In the records below, find the lines that include "Avenue" and copy each.

Saved entries:
****

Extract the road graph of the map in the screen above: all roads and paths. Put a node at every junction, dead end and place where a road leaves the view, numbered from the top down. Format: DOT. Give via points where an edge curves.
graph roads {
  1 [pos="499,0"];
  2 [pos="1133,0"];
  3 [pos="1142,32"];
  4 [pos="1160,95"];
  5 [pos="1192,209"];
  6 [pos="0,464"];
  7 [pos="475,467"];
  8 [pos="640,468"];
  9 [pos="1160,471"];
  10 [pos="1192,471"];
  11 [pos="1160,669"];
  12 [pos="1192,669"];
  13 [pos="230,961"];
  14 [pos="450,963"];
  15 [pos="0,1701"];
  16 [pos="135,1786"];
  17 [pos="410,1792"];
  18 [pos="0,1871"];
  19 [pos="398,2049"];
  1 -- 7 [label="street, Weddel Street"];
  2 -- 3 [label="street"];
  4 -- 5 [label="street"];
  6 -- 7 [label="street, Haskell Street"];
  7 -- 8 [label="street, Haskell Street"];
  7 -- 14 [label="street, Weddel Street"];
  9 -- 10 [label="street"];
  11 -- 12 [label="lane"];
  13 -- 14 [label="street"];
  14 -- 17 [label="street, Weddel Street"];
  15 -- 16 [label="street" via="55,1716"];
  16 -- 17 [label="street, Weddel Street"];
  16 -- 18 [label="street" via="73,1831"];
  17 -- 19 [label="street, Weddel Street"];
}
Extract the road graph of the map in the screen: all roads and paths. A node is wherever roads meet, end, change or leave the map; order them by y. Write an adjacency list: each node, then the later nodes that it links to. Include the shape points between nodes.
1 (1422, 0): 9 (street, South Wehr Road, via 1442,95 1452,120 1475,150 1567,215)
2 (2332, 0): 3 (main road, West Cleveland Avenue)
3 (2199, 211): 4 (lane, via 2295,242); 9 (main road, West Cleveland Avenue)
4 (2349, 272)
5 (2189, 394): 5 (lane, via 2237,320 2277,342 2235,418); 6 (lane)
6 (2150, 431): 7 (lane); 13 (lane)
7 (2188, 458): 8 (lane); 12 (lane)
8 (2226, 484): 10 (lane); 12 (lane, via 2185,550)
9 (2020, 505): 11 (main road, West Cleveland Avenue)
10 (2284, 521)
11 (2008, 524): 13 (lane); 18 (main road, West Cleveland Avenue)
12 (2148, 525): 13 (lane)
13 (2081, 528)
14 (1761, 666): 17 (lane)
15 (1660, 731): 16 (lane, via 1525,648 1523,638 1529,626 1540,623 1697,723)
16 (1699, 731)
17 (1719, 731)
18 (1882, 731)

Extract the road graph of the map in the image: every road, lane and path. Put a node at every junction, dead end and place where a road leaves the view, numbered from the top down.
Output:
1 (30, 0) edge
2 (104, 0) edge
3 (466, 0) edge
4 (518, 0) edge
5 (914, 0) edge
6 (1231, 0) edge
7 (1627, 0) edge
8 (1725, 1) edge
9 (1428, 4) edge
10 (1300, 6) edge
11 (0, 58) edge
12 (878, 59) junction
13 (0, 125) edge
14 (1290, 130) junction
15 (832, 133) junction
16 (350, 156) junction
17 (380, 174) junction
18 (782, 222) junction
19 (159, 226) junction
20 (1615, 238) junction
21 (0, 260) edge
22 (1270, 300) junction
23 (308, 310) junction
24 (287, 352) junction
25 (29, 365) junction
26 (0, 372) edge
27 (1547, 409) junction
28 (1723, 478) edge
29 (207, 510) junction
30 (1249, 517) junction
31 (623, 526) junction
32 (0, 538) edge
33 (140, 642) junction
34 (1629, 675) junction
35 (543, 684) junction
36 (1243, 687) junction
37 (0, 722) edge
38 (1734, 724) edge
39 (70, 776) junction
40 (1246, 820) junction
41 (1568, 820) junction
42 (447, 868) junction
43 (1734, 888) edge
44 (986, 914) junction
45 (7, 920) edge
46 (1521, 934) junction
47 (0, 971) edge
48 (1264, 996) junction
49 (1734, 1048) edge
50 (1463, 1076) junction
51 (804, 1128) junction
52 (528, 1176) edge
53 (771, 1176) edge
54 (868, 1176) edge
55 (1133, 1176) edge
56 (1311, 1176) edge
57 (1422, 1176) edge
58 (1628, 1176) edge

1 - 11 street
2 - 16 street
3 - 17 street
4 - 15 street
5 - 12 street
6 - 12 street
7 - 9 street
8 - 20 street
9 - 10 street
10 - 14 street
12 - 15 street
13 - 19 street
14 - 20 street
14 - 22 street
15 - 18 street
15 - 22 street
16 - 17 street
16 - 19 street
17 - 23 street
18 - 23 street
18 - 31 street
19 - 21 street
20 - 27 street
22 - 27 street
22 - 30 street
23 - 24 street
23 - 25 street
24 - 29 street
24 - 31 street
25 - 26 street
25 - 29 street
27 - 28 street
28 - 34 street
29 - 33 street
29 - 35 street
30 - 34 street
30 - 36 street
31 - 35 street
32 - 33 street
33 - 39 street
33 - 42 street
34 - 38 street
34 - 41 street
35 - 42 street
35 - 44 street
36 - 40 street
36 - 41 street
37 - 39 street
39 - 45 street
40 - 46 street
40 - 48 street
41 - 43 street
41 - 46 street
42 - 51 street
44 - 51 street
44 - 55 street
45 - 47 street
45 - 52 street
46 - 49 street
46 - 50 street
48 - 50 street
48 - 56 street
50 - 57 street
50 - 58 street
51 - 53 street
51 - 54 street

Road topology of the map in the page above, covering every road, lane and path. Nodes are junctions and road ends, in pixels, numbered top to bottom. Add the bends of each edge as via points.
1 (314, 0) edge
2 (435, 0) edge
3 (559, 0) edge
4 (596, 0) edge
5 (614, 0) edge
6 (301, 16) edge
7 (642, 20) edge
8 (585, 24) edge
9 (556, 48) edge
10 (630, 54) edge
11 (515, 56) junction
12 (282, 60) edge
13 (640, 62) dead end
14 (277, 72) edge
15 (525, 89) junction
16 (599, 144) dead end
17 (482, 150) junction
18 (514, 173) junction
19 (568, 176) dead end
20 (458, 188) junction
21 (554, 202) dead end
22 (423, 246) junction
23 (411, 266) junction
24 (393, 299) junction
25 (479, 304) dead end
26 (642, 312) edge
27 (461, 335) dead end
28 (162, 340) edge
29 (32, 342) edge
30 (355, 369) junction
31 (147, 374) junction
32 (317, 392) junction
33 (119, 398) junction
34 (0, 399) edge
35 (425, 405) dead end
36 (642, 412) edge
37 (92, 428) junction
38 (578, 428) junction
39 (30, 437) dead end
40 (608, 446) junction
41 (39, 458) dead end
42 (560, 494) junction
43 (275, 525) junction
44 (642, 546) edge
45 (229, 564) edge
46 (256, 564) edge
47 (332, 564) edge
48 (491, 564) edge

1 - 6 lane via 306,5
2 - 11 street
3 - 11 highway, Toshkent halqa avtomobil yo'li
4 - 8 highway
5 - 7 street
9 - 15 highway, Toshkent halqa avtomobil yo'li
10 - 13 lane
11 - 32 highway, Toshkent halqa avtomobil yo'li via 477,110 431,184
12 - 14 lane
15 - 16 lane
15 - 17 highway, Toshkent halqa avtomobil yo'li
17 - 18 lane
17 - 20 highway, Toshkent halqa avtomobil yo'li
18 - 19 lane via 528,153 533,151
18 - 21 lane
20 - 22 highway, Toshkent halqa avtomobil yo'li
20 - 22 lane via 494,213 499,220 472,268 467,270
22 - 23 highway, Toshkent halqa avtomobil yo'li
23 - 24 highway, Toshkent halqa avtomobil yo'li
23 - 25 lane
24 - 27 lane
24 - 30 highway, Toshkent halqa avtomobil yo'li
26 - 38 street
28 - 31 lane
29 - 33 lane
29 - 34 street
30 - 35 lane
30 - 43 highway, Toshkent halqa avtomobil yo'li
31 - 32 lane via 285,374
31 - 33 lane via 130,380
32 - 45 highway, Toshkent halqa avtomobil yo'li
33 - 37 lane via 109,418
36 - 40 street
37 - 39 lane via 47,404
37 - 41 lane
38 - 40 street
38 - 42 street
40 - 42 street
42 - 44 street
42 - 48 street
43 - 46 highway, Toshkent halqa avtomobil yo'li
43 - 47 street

****

Task result:
2 (2332, 0): 3 (main road, West Cleveland Avenue)
3 (2199, 211): 4 (lane, via 2295,242); 9 (main road, West Cleveland Avenue)
9 (2020, 505): 11 (main road, West Cleveland Avenue)
11 (2008, 524): 13 (lane); 18 (main road, West Cleveland Avenue)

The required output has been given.